___ PROVIDED RECORDS

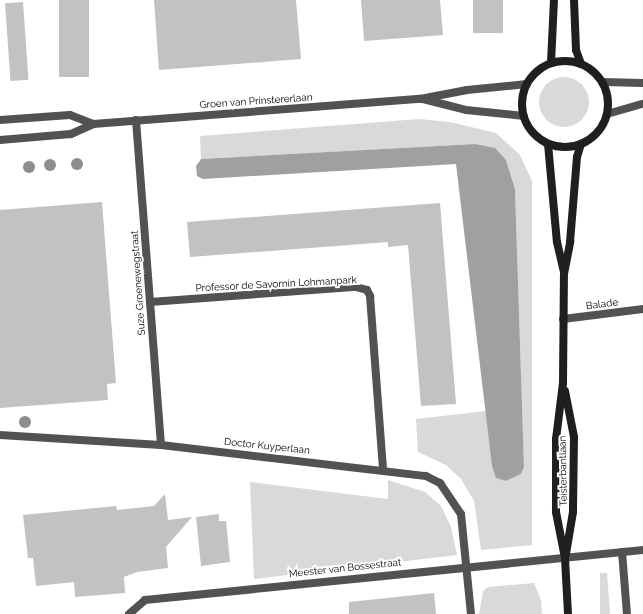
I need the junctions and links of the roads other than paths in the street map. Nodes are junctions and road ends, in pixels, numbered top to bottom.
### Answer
1 (554, 0) edge
2 (574, 0) edge
3 (551, 63) junction
4 (581, 64) junction
5 (602, 82) junction
6 (643, 83) edge
7 (526, 84) junction
8 (420, 99) junction
9 (643, 104) edge
10 (607, 114) junction
11 (524, 116) junction
12 (0, 120) edge
13 (136, 120) junction
14 (94, 124) junction
15 (0, 140) edge
16 (548, 144) junction
17 (581, 144) junction
18 (564, 274) junction
19 (150, 302) junction
20 (643, 309) edge
21 (563, 319) junction
22 (563, 383) junction
23 (0, 435) edge
24 (0, 443) edge
25 (161, 445) junction
26 (383, 469) junction
27 (643, 550) edge
28 (622, 552) junction
29 (565, 558) junction
30 (467, 567) junction
31 (129, 612) edge
32 (471, 614) edge
33 (568, 614) edge
34 (627, 614) edge

1 - 3 main road
2 - 4 main road
3 - 4 main road
3 - 7 main road
4 - 5 main road
5 - 6 street
5 - 10 main road
7 - 8 street, Groen van Prinstererlaan
7 - 11 main road
8 - 11 street, Groen van Prinstererlaan
8 - 13 street, Groen van Prinstererlaan
9 - 10 street
10 - 17 main road
11 - 16 main road
12 - 14 street, Groen van Prinstererlaan
13 - 14 street, Groen van Prinstererlaan
13 - 19 street, Suze Groenewegstraat
14 - 15 street, Groen van Prinstererlaan
16 - 17 main road
16 - 18 main road, Teisterbantlaan
17 - 18 main road, Teisterbantlaan
18 - 21 main road, Teisterbantlaan
19 - 25 street, Suze Groenewegstraat
19 - 26 street, Professor de Savornin Lohmanpark
20 - 21 street, Balade
21 - 22 main road, Teisterbantlaan
22 - 29 main road, Teisterbantlaan
22 - 29 main road, Teisterbantlaan
23 - 24 street
23 - 25 street, Doctor Kuyperlaan
25 - 26 street, Doctor Kuyperlaan
26 - 30 street, Doctor Kuyperlaan
27 - 28 street, Meester van Bossestraat
28 - 29 street, Meester van Bossestraat
28 - 34 street
29 - 30 street, Meester van Bossestraat
29 - 33 main road, Teisterbantlaan
30 - 31 street, Meester van Bossestraat
30 - 32 street, Doctor Kuyperlaan

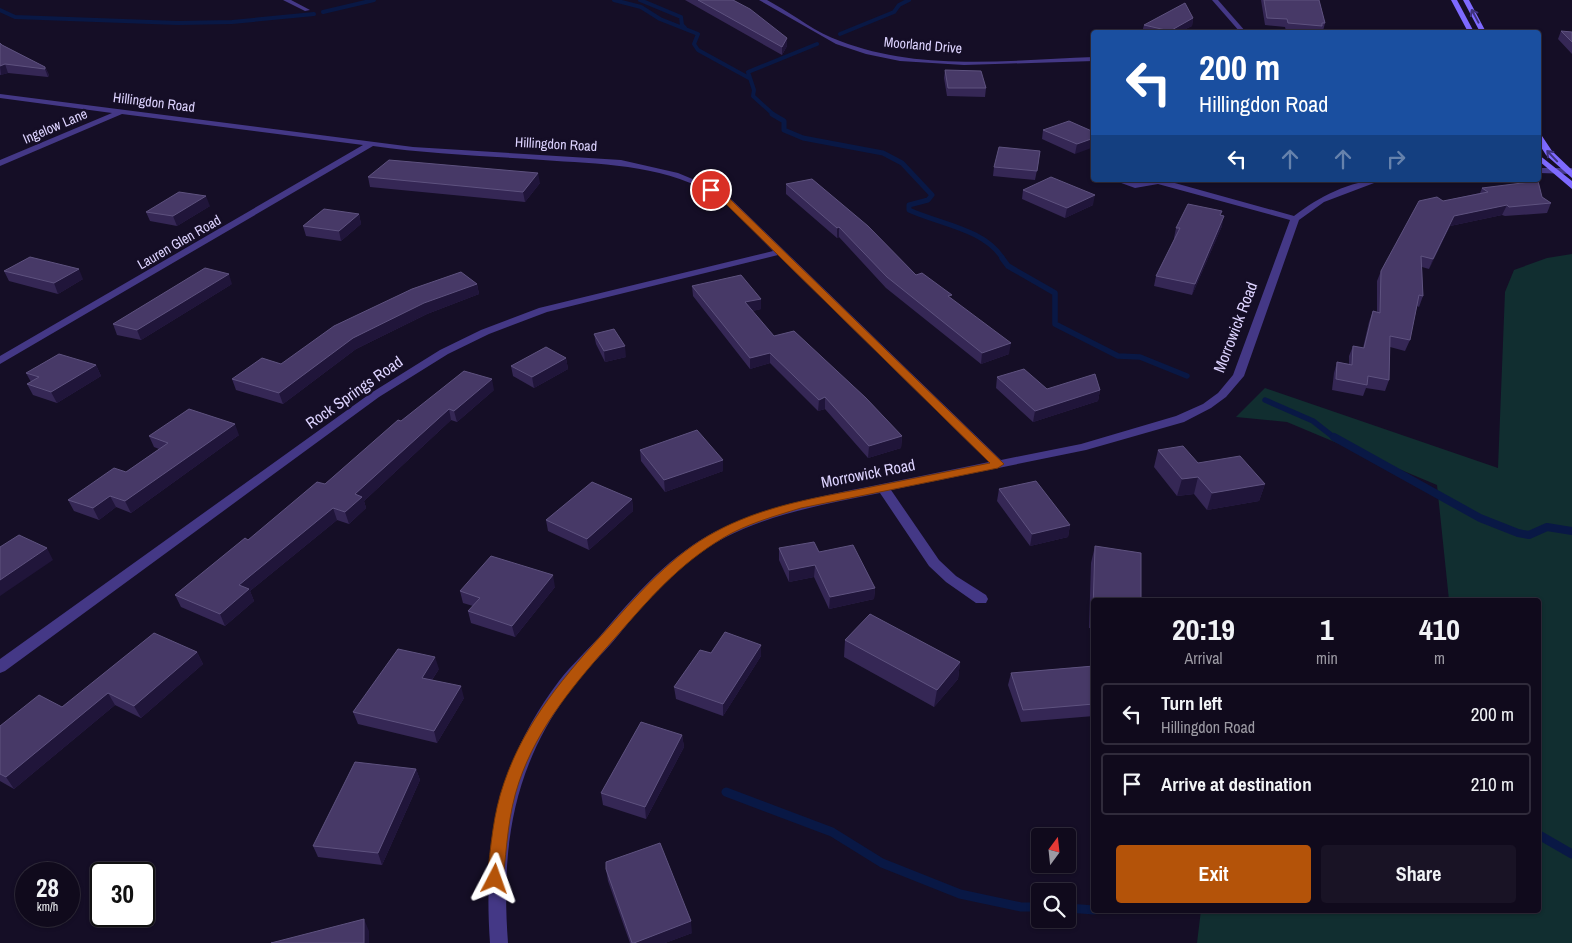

______

TASK DESCRIPTION:
Lines containing the word "Groenewegstraat": copy every one of them from the records above.

SOLVED EXERCISE:
13 - 19 street, Suze Groenewegstraat
19 - 25 street, Suze Groenewegstraat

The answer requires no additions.